Found in roughly 160-million-year-old rocks in North China, the Yanliao Biota is a diverse array of beautifully preserved fossils, including dinosaurs, pterosaurs and even early mammals. But it isn’t all fur and feathers. Paleontologists have now unearthed fossils of two surprisingly large ancient lamprey species, swimming menaces that latched onto and bored holes into their unsuspecting neighbors.
The fossils are the oldest lamprey specimens to clearly indicate a preference in feeding mode, say paleontologist Feixang Wu of the Chinese Academy of Sciences in Beijing and colleagues. In fact, the tooth arrangement of both ancient species strongly resembles that of a modern species of Southern Hemisphere flesh-eating lamprey.

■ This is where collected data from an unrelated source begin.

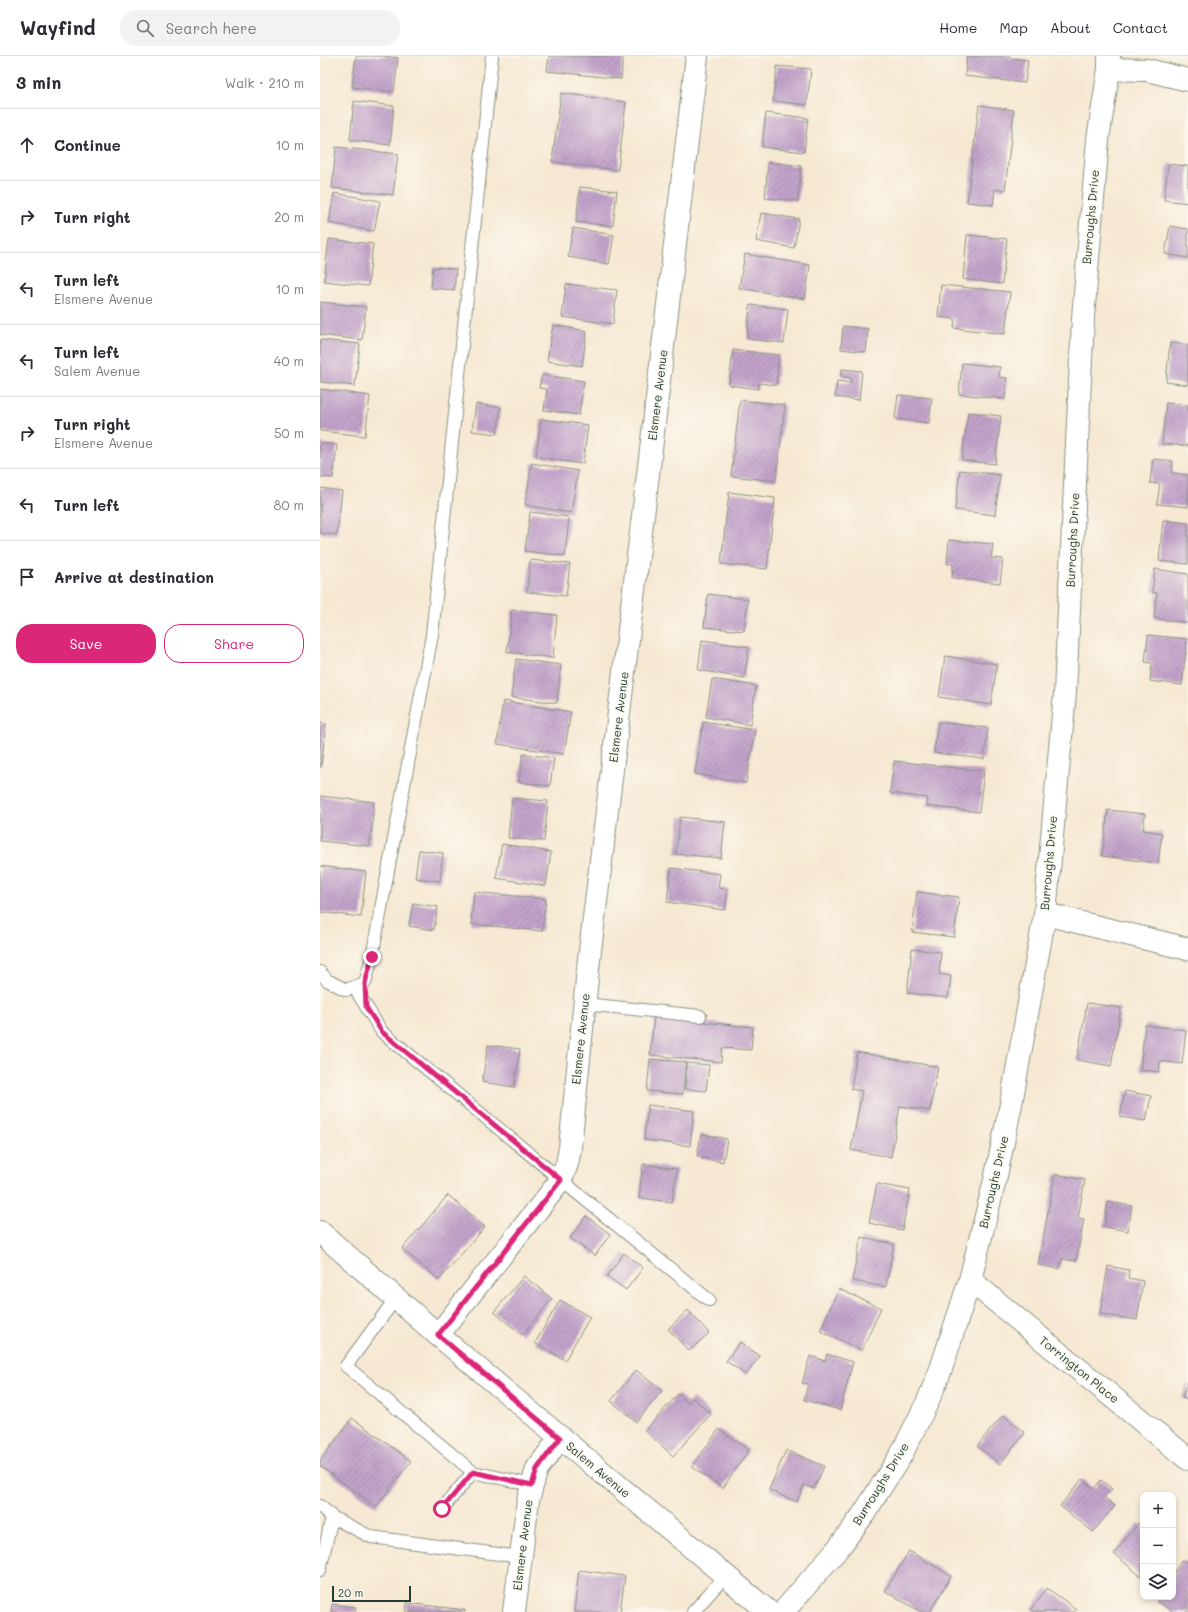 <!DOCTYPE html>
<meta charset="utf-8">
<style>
body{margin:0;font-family:Mali,sans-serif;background:#f2f2f3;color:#2b2b33}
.controls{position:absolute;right:12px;bottom:12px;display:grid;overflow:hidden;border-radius:8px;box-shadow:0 2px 6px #0003}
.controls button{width:36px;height:36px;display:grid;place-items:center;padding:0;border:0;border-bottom:1px solid #e1e1e2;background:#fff;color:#2b2b33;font:20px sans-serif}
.scale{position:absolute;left:12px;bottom:10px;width:79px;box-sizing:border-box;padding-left:4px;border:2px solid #1f3d34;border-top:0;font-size:11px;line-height:14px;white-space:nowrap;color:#1f3d34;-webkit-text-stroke:3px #fbf7ec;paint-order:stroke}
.stop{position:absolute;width:12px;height:12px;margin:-9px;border:3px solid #db2777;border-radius:50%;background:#fff}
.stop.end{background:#db2777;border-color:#fff;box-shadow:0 1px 4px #0008}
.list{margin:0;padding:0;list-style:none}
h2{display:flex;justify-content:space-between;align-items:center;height:52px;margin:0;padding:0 16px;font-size:17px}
h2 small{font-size:13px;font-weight:400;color:#7c7c81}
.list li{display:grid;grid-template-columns:26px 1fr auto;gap:12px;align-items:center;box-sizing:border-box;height:72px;padding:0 16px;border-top:1px solid #e1e1e2}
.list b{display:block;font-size:15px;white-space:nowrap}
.list p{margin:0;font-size:13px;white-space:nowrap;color:#7c7c81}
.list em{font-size:13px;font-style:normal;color:#7c7c81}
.actions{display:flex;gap:8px;padding:12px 16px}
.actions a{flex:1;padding:9px 0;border:1px solid #db2777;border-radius:16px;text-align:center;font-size:14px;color:#db2777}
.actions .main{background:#db2777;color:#fff}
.icon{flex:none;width:22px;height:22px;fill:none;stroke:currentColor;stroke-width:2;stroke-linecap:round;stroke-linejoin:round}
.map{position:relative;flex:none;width:868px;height:1556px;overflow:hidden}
header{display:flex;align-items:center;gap:24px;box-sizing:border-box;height:56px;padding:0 20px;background:#fff;border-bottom:1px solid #e1e1e2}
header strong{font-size:19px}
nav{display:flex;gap:22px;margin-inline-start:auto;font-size:14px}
.search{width:280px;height:36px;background:#f2f2f3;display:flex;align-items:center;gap:10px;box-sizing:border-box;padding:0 14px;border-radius:16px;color:#7c7c81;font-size:15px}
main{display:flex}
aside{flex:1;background:#fff}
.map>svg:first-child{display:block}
.building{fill:url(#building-hatch)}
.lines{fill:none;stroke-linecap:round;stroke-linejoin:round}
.lane-casing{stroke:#8a9283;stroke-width:14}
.street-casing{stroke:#8a9283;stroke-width:24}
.primary-casing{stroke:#8a9283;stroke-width:24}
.lane{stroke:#fff;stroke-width:12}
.street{stroke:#fff;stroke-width:22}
.primary{stroke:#fff;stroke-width:22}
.route{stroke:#db2777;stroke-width:5}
.labels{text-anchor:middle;stroke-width:3;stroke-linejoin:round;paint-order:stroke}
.street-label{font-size:12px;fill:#1f3d34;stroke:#fbf7ec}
</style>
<header>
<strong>Wayfind</strong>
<div class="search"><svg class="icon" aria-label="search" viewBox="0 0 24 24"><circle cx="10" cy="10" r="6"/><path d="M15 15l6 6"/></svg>Search here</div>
<nav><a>Home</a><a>Map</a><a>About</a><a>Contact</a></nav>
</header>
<main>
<aside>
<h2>3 min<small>Walk · 210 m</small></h2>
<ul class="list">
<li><svg class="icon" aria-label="ahead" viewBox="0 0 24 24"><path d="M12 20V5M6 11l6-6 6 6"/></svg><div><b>Continue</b></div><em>10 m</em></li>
<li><svg class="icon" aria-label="right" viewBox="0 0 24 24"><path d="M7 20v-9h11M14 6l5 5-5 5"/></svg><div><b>Turn right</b></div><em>20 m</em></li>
<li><svg class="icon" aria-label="left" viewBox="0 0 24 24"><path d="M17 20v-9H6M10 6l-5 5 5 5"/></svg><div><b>Turn left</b><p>Elsmere Avenue</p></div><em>10 m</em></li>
<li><svg class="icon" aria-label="left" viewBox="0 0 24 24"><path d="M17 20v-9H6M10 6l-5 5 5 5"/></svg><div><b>Turn left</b><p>Salem Avenue</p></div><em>40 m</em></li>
<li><svg class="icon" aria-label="right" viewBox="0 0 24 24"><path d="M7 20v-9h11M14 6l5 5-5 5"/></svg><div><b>Turn right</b><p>Elsmere Avenue</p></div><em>50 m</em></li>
<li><svg class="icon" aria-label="left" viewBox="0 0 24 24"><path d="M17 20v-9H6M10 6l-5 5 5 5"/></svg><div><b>Turn left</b></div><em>80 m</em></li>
<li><svg class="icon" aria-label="arrive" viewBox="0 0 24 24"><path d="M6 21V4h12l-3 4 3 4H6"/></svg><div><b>Arrive at destination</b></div></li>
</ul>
<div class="actions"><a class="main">Save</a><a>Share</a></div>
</aside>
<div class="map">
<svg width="868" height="1556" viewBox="0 0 868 1556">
<defs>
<pattern id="building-hatch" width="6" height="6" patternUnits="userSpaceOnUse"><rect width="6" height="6" fill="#c2a3cb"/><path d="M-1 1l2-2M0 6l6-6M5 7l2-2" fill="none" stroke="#9d86a6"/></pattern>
</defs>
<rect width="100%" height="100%" fill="#fbf7ec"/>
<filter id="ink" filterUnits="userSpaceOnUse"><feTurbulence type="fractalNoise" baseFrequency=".025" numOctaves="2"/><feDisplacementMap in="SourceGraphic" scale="8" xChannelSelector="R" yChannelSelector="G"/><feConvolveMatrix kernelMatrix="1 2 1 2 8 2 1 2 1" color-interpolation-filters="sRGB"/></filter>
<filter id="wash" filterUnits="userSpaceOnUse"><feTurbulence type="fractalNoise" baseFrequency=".012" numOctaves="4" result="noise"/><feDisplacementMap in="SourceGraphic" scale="16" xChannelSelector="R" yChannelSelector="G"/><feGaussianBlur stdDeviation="0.9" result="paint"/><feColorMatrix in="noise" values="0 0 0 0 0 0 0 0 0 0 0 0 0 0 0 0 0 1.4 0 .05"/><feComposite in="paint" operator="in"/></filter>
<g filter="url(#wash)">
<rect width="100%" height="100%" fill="#f6e8d2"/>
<g id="blocks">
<path class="building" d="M 36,0 L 63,0 L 78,2 L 74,36 L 32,31 Z
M 229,0 L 303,0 L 301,23 L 227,15 Z
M 647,0 L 690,0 L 690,2 L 708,4 L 705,27 L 645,20 Z
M 457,10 L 491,13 L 487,49 L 453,45 Z
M 241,37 L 306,46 L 298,114 L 232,106 Z
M 34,45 L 74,50 L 70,89 L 30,84 Z
M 659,49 L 694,54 L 685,134 L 675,133 L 673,149 L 647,146 Z
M 446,57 L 488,62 L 484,96 L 442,91 Z
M 16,91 L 78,98 L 73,139 L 12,132 Z
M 448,106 L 481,110 L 478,145 L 445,142 Z
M 848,108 L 868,110 L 868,147 L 844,144 Z
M 260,131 L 297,135 L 293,170 L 256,166 Z
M 14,137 L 60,145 L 54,175 L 9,167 Z
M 441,157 L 479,163 L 474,192 L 436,185 Z
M 850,170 L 868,173 L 868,202 L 845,198 Z
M 253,172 L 294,179 L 289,208 L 248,201 Z
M 647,179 L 687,183 L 682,228 L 643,223 Z
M 9,183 L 53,188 L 48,230 L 4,225 Z
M 425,198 L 490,209 L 485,243 L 419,232 Z
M 113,211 L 136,213 L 134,234 L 111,232 Z
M 246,228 L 297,234 L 293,268 L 242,261 Z
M 621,229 L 690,236 L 685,278 L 634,272 L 635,263 L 618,261 Z
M 0,246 L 46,251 L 42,284 L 0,279 Z
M 430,249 L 468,253 L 464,287 L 427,283 Z
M 233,269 L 267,275 L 262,310 L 227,305 Z
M 523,270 L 548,273 L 546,296 L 521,293 Z
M 0,284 L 40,288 L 35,330 L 0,326 Z
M 850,287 L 868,289 L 868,329 L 846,326 Z
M 413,294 L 459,299 L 456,329 L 439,327 L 438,333 L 409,329 Z
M 642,307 L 680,311 L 679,321 L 687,322 L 685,343 L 639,338 Z
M 522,313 L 542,315 L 539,344 L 515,341 L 517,325 L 531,327 L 531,322 L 521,320 Z
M 222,319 L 264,325 L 259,359 L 224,354 L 227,333 L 219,332 Z
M 0,333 L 50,340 L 45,380 L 0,375 Z
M 578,339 L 612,342 L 609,367 L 575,363 Z
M 420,344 L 465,349 L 456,425 L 411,420 Z
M 846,347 L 868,349 L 868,390 L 842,388 Z
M 156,348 L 181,351 L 177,378 L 152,375 Z
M 648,356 L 681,360 L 675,408 L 642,404 Z
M 221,363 L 268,369 L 263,408 L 216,401 Z
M 0,387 L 17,389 L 13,422 L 0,421 Z
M 833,403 L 853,405 L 852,417 L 868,419 L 868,451 L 837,448 L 840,428 L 830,427 Z
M 212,407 L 258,415 L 251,457 L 205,449 Z
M 640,414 L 680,419 L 675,459 L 635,454 Z
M 0,432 L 22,435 L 17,479 L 0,477 Z
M 409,436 L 455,442 L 447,513 L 401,508 Z
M 210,456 L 249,461 L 245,500 L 205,495 Z
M 843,464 L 868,467 L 868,508 L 839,505 Z
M 629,484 L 673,488 L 671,502 L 683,503 L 680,527 L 632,522 L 633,508 L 627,508 Z
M 210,504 L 250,508 L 246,540 L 207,536 Z
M 835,513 L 868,518 L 868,567 L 834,562 L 837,537 L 832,536 Z
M 388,538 L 428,543 L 424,575 L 384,571 Z
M 192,554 L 237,559 L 233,602 L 187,596 Z
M 828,579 L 867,583 L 862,629 L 830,625 L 832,607 L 825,606 Z
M 382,584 L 429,591 L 424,622 L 378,614 Z
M 625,600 L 677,608 L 671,649 L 619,641 Z
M 196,603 L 241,609 L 237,647 L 191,641 Z
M 392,623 L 436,630 L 430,669 L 386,661 Z
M 183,645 L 251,656 L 244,698 L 177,688 Z
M 383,666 L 435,674 L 426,727 L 375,718 Z
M 618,666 L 668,672 L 664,703 L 614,697 Z
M 0,667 L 6,668 L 1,711 L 0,711 Z
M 203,698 L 234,702 L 230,730 L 199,726 Z
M 574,705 L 664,715 L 659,756 L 607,750 L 608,742 L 570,737 Z
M 0,740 L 54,746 L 50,790 L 0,785 Z
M 192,742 L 228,745 L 224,785 L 188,782 Z
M 788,754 L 825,758 L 823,774 L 842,777 L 838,807 L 782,800 Z
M 360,761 L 405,766 L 401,802 L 356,798 Z
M 182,788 L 231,796 L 226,830 L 176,822 Z
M 99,794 L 123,797 L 120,825 L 95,822 Z
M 0,810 L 46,816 L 41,861 L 0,856 Z
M 351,812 L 400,818 L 398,832 L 408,833 L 405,854 L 347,846 Z
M 154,836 L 226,843 L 222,875 L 151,868 Z
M 597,836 L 639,841 L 634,881 L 592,876 Z
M 93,847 L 118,851 L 114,874 L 89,870 Z
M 592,893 L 621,896 L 619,918 L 631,920 L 628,942 L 587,937 Z
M 767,947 L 801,952 L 791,1010 L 757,1004 Z
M 334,961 L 433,971 L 431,994 L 402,992 L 401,1006 L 330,999 Z
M 825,969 L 866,974 L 862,1008 L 840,1005 L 839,1016 L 820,1014 Z
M 168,989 L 200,993 L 194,1031 L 162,1026 Z
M 537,996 L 618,1011 L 610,1055 L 580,1050 L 571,1101 L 531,1094 L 542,1035 L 531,1033 Z
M 330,1003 L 366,1006 L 363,1038 L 327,1035 Z
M 367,1007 L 389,1009 L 386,1035 L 365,1033 Z
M 805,1035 L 831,1040 L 826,1065 L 800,1061 Z
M 328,1049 L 374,1055 L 370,1090 L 324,1084 Z
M 381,1078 L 407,1083 L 403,1106 L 377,1101 Z
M 323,1108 L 357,1113 L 352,1146 L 319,1142 Z
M 735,1118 L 765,1124 L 758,1162 L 764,1163 L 756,1205 L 742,1203 L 739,1213 L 718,1209 Z
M 557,1128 L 590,1134 L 582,1174 L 549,1167 Z
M 128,1139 L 165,1171 L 119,1224 L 82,1193 Z
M 788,1146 L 812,1150 L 808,1175 L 784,1171 Z
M 266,1160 L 290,1178 L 275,1200 L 250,1182 Z
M 541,1181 L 574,1188 L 566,1231 L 532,1225 Z
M 304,1197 L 323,1212 L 306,1234 L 287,1220 Z
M 788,1210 L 809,1214 L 808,1222 L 823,1225 L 817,1264 L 780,1258 Z
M 204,1220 L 232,1243 L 202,1279 L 174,1256 Z
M 519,1233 L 561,1252 L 542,1294 L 500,1275 Z
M 240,1244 L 270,1261 L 245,1304 L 215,1287 Z
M 368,1254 L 389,1277 L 369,1295 L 348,1273 Z
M 420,1286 L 440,1300 L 426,1319 L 406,1305 Z
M 507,1298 L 533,1306 L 520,1354 L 484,1344 L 488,1328 L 482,1327 L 490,1300 L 505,1305 Z
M 316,1314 L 342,1335 L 316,1366 L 291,1345 Z
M 868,1325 L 868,1344 L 862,1342 Z
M 358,1338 L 368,1347 L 373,1342 L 391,1358 L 353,1400 L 325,1375 Z
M 683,1359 L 705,1377 L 680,1408 L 657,1390 Z
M 32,1362 L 91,1405 L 56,1451 L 0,1410 L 0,1405 Z
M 399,1373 L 429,1394 L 403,1432 L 372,1411 Z
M 466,1394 L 504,1410 L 494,1433 L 484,1429 L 477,1446 L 449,1434 Z
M 762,1423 L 774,1433 L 781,1424 L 792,1433 L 784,1441 L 795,1450 L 773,1476 L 740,1450 Z
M 818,1467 L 823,1471 L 822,1521 L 794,1498 Z
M 589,1495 L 631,1520 L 610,1556 L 601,1556 L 565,1535 Z
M 862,1504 L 868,1507 L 868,1556 L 854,1556 L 837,1546 L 840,1541 L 853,1541 L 853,1518 Z
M 259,1514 L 305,1520 L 300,1556 L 254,1556 Z
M 727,1532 L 756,1553 L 754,1556 L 715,1556 L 711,1553 Z
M 87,1547 L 145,1554 L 145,1556 L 86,1556 Z
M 12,1548 L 36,1551 L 35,1556 L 11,1556 Z"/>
</g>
</g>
<g filter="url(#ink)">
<use href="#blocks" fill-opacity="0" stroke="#8a9283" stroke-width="1"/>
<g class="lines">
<defs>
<path id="lane" d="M 0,916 L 7,924 L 26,934 L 45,927 L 52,901 L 112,579 L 172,0
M 34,931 L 62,976 L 241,1124 L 389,1244
M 265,948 L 380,960
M 76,1242 L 26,1310 L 153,1416 L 212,1429
M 0,1450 L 12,1461 L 51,1481 L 201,1501
M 122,1453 L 153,1416
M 0,1514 L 12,1461
M 373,1556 L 405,1520"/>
<path id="street" d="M 789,13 L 827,14 L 868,24
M 725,858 L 868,893
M 650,1224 L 868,1403
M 118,1279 L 241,1124 L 247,1108 L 250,1092 L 269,903 L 330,402 L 377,0
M 194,1556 L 208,1444 L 217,1413 L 240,1382
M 463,1556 L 520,1490 L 543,1459 L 581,1399 L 608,1345 L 621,1313 L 650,1224 L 675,1124 L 691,1048 L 725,858 L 745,637 L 763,262 L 778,83 L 789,13 L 789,0"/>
<path id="primary" d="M 0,1176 L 118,1279 L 449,1556"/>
</defs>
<use href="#lane" class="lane-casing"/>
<use href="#street" class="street-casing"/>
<use href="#primary" class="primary-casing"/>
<use href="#lane" class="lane"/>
<use href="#street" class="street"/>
<use href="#primary" class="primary"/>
</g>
</g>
<g class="lines" filter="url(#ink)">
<path class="route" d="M 52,901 L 45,927 L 46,951 L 62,976 L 241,1124 L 118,1279 L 240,1382 L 217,1413 L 212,1429 L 153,1416 L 122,1453"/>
</g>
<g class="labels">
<g class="street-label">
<text transform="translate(771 161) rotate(-85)" y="4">Burroughs Drive</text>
<text transform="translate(338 339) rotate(-83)" y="4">Elsmere Avenue</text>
<text transform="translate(753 484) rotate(-87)" y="4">Burroughs Drive</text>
<text transform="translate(299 661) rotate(-83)" y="4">Elsmere Avenue</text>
<text transform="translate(729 807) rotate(-85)" y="4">Burroughs Drive</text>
<text transform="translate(261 983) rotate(-84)" y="4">Elsmere Avenue</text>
<text transform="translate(674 1126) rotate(-77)" y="4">Burroughs Drive</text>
<text transform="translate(759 1314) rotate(39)" y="4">Torrington Place</text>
<text transform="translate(278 1414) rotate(40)" y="4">Salem Avenue</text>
<text transform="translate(561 1428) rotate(-58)" y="4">Burroughs Drive</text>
<text transform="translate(203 1489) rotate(-83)" y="4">Elsmere Avenue</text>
</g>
</g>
</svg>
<div class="controls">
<button>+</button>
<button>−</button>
<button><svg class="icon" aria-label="layers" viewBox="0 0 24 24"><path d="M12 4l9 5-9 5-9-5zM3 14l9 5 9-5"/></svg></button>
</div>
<div class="scale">20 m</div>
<div class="stop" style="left:122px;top:1453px"></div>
<div class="stop end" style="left:52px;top:901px"></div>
</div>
</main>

Yanliaomyzon occisor — “occisor” is Latin for “killer” — was the bigger of the two, about 64 centimeters long, the length of a small dog. The species name for its smaller cousin, Y. ingensdentes, comes from the Latin for “large teeth.” Modern adult lampreys range in length from about 15 to 120 centimeters.
Lampreys, a lineage of jawless vertebrates, have been around for 360 million years. But they rarely fossilize well, leaving large gaps in their evolutionary record and uncertainty about their ecology and when their feeding styles evolved.